# Problem statement:
Return the records exactly, please. Every line should match.

(Stored data entries)
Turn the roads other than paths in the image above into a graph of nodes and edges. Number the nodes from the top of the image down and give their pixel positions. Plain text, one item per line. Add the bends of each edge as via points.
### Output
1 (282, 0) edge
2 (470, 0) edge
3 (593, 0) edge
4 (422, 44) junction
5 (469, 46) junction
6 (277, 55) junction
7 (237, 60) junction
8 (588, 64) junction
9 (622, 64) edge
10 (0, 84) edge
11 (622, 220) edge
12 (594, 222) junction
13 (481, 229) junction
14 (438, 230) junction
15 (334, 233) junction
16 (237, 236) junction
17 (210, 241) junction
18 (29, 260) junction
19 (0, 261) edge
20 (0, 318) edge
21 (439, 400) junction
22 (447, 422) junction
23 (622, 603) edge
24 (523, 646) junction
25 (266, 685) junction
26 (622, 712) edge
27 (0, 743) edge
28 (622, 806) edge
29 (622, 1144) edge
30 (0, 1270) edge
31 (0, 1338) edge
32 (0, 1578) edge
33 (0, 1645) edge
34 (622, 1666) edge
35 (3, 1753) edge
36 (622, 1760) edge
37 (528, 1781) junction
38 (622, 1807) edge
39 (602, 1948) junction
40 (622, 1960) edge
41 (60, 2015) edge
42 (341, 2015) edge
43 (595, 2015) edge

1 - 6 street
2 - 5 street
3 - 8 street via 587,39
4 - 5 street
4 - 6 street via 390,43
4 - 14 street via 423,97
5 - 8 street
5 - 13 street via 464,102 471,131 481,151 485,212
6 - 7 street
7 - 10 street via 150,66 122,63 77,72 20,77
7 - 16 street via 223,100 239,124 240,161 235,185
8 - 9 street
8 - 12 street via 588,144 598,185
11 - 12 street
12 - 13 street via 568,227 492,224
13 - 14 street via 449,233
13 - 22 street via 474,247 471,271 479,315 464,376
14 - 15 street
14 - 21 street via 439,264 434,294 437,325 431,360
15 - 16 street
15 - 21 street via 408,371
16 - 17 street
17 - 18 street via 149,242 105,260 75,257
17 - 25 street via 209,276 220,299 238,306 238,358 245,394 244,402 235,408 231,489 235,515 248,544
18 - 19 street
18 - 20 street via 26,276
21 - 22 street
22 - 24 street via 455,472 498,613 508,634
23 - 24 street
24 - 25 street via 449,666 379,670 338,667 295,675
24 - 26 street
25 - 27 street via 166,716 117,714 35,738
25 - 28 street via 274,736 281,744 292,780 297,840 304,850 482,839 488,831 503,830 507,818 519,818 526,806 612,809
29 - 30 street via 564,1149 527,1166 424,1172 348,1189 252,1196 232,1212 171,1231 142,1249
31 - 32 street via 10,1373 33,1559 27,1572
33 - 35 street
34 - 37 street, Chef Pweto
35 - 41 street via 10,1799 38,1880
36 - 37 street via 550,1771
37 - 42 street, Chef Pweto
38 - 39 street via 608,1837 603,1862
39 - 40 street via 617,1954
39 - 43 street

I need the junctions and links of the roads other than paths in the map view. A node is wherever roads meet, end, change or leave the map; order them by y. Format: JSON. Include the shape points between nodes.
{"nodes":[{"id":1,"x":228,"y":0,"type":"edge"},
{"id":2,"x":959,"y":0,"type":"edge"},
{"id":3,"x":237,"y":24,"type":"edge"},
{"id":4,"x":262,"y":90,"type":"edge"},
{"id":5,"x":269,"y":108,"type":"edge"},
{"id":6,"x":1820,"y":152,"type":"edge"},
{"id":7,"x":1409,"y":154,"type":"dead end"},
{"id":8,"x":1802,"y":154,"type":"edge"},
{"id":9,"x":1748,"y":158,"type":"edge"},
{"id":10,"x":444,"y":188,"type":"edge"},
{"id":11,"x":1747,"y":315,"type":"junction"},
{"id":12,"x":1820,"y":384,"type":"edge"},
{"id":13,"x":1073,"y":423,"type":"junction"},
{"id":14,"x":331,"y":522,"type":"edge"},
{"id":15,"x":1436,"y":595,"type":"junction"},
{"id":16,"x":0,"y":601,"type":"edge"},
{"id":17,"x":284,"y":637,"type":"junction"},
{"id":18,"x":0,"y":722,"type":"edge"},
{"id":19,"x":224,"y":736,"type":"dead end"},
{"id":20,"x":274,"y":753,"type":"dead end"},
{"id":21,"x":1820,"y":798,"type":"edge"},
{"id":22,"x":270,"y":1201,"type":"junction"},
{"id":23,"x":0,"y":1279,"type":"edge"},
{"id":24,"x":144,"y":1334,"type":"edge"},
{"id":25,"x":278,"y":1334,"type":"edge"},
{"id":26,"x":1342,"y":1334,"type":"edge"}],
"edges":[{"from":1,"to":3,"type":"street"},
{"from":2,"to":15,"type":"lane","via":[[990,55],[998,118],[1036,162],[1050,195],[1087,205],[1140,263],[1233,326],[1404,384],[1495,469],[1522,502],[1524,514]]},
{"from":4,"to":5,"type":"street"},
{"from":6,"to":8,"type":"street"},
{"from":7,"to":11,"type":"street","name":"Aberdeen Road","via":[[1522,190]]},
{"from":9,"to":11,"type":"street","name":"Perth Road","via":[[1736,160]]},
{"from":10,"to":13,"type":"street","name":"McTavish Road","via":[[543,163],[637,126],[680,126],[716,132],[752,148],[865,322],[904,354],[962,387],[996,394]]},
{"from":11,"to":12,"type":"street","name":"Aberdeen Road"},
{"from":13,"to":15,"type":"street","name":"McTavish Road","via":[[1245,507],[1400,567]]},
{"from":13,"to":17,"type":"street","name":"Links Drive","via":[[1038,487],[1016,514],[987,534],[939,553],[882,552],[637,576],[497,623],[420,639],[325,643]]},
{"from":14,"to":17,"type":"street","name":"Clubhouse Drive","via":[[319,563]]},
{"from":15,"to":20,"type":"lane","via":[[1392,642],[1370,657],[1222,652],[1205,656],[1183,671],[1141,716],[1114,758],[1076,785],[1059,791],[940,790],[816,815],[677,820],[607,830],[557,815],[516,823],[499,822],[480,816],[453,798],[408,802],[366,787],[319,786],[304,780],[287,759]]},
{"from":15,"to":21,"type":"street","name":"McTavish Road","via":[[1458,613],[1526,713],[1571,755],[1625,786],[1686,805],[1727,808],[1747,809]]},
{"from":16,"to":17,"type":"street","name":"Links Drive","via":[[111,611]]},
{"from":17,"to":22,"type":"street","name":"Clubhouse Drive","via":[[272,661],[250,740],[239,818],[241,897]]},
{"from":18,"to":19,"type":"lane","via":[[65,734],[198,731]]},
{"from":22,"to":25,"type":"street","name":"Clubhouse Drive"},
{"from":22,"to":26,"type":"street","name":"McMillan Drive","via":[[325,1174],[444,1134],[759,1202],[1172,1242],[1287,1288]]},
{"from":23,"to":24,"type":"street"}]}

# Answer to this problem:
Turn the roads other than paths in the image above into a graph of nodes and edges. Number the nodes from the top of the image down and give their pixel positions. Plain text, one item per line. Add the bends of each edge as via points.
### Output
1 (282, 0) edge
2 (470, 0) edge
3 (593, 0) edge
4 (422, 44) junction
5 (469, 46) junction
6 (277, 55) junction
7 (237, 60) junction
8 (588, 64) junction
9 (622, 64) edge
10 (0, 84) edge
11 (622, 220) edge
12 (594, 222) junction
13 (481, 229) junction
14 (438, 230) junction
15 (334, 233) junction
16 (237, 236) junction
17 (210, 241) junction
18 (29, 260) junction
19 (0, 261) edge
20 (0, 318) edge
21 (439, 400) junction
22 (447, 422) junction
23 (622, 603) edge
24 (523, 646) junction
25 (266, 685) junction
26 (622, 712) edge
27 (0, 743) edge
28 (622, 806) edge
29 (622, 1144) edge
30 (0, 1270) edge
31 (0, 1338) edge
32 (0, 1578) edge
33 (0, 1645) edge
34 (622, 1666) edge
35 (3, 1753) edge
36 (622, 1760) edge
37 (528, 1781) junction
38 (622, 1807) edge
39 (602, 1948) junction
40 (622, 1960) edge
41 (60, 2015) edge
42 (341, 2015) edge
43 (595, 2015) edge

1 - 6 street
2 - 5 street
3 - 8 street via 587,39
4 - 5 street
4 - 6 street via 390,43
4 - 14 street via 423,97
5 - 8 street
5 - 13 street via 464,102 471,131 481,151 485,212
6 - 7 street
7 - 10 street via 150,66 122,63 77,72 20,77
7 - 16 street via 223,100 239,124 240,161 235,185
8 - 9 street
8 - 12 street via 588,144 598,185
11 - 12 street
12 - 13 street via 568,227 492,224
13 - 14 street via 449,233
13 - 22 street via 474,247 471,271 479,315 464,376
14 - 15 street
14 - 21 street via 439,264 434,294 437,325 431,360
15 - 16 street
15 - 21 street via 408,371
16 - 17 street
17 - 18 street via 149,242 105,260 75,257
17 - 25 street via 209,276 220,299 238,306 238,358 245,394 244,402 235,408 231,489 235,515 248,544
18 - 19 street
18 - 20 street via 26,276
21 - 22 street
22 - 24 street via 455,472 498,613 508,634
23 - 24 street
24 - 25 street via 449,666 379,670 338,667 295,675
24 - 26 street
25 - 27 street via 166,716 117,714 35,738
25 - 28 street via 274,736 281,744 292,780 297,840 304,850 482,839 488,831 503,830 507,818 519,818 526,806 612,809
29 - 30 street via 564,1149 527,1166 424,1172 348,1189 252,1196 232,1212 171,1231 142,1249
31 - 32 street via 10,1373 33,1559 27,1572
33 - 35 street
34 - 37 street, Chef Pweto
35 - 41 street via 10,1799 38,1880
36 - 37 street via 550,1771
37 - 42 street, Chef Pweto
38 - 39 street via 608,1837 603,1862
39 - 40 street via 617,1954
39 - 43 street

I need the junctions and links of the roads other than paths in the map view. A node is wherever roads meet, end, change or leave the map; order them by y. Format: JSON. Include the shape points between nodes.
{"nodes":[{"id":1,"x":228,"y":0,"type":"edge"},
{"id":2,"x":959,"y":0,"type":"edge"},
{"id":3,"x":237,"y":24,"type":"edge"},
{"id":4,"x":262,"y":90,"type":"edge"},
{"id":5,"x":269,"y":108,"type":"edge"},
{"id":6,"x":1820,"y":152,"type":"edge"},
{"id":7,"x":1409,"y":154,"type":"dead end"},
{"id":8,"x":1802,"y":154,"type":"edge"},
{"id":9,"x":1748,"y":158,"type":"edge"},
{"id":10,"x":444,"y":188,"type":"edge"},
{"id":11,"x":1747,"y":315,"type":"junction"},
{"id":12,"x":1820,"y":384,"type":"edge"},
{"id":13,"x":1073,"y":423,"type":"junction"},
{"id":14,"x":331,"y":522,"type":"edge"},
{"id":15,"x":1436,"y":595,"type":"junction"},
{"id":16,"x":0,"y":601,"type":"edge"},
{"id":17,"x":284,"y":637,"type":"junction"},
{"id":18,"x":0,"y":722,"type":"edge"},
{"id":19,"x":224,"y":736,"type":"dead end"},
{"id":20,"x":274,"y":753,"type":"dead end"},
{"id":21,"x":1820,"y":798,"type":"edge"},
{"id":22,"x":270,"y":1201,"type":"junction"},
{"id":23,"x":0,"y":1279,"type":"edge"},
{"id":24,"x":144,"y":1334,"type":"edge"},
{"id":25,"x":278,"y":1334,"type":"edge"},
{"id":26,"x":1342,"y":1334,"type":"edge"}],
"edges":[{"from":1,"to":3,"type":"street"},
{"from":2,"to":15,"type":"lane","via":[[990,55],[998,118],[1036,162],[1050,195],[1087,205],[1140,263],[1233,326],[1404,384],[1495,469],[1522,502],[1524,514]]},
{"from":4,"to":5,"type":"street"},
{"from":6,"to":8,"type":"street"},
{"from":7,"to":11,"type":"street","name":"Aberdeen Road","via":[[1522,190]]},
{"from":9,"to":11,"type":"street","name":"Perth Road","via":[[1736,160]]},
{"from":10,"to":13,"type":"street","name":"McTavish Road","via":[[543,163],[637,126],[680,126],[716,132],[752,148],[865,322],[904,354],[962,387],[996,394]]},
{"from":11,"to":12,"type":"street","name":"Aberdeen Road"},
{"from":13,"to":15,"type":"street","name":"McTavish Road","via":[[1245,507],[1400,567]]},
{"from":13,"to":17,"type":"street","name":"Links Drive","via":[[1038,487],[1016,514],[987,534],[939,553],[882,552],[637,576],[497,623],[420,639],[325,643]]},
{"from":14,"to":17,"type":"street","name":"Clubhouse Drive","via":[[319,563]]},
{"from":15,"to":20,"type":"lane","via":[[1392,642],[1370,657],[1222,652],[1205,656],[1183,671],[1141,716],[1114,758],[1076,785],[1059,791],[940,790],[816,815],[677,820],[607,830],[557,815],[516,823],[499,822],[480,816],[453,798],[408,802],[366,787],[319,786],[304,780],[287,759]]},
{"from":15,"to":21,"type":"street","name":"McTavish Road","via":[[1458,613],[1526,713],[1571,755],[1625,786],[1686,805],[1727,808],[1747,809]]},
{"from":16,"to":17,"type":"street","name":"Links Drive","via":[[111,611]]},
{"from":17,"to":22,"type":"street","name":"Clubhouse Drive","via":[[272,661],[250,740],[239,818],[241,897]]},
{"from":18,"to":19,"type":"lane","via":[[65,734],[198,731]]},
{"from":22,"to":25,"type":"street","name":"Clubhouse Drive"},
{"from":22,"to":26,"type":"street","name":"McMillan Drive","via":[[325,1174],[444,1134],[759,1202],[1172,1242],[1287,1288]]},
{"from":23,"to":24,"type":"street"}]}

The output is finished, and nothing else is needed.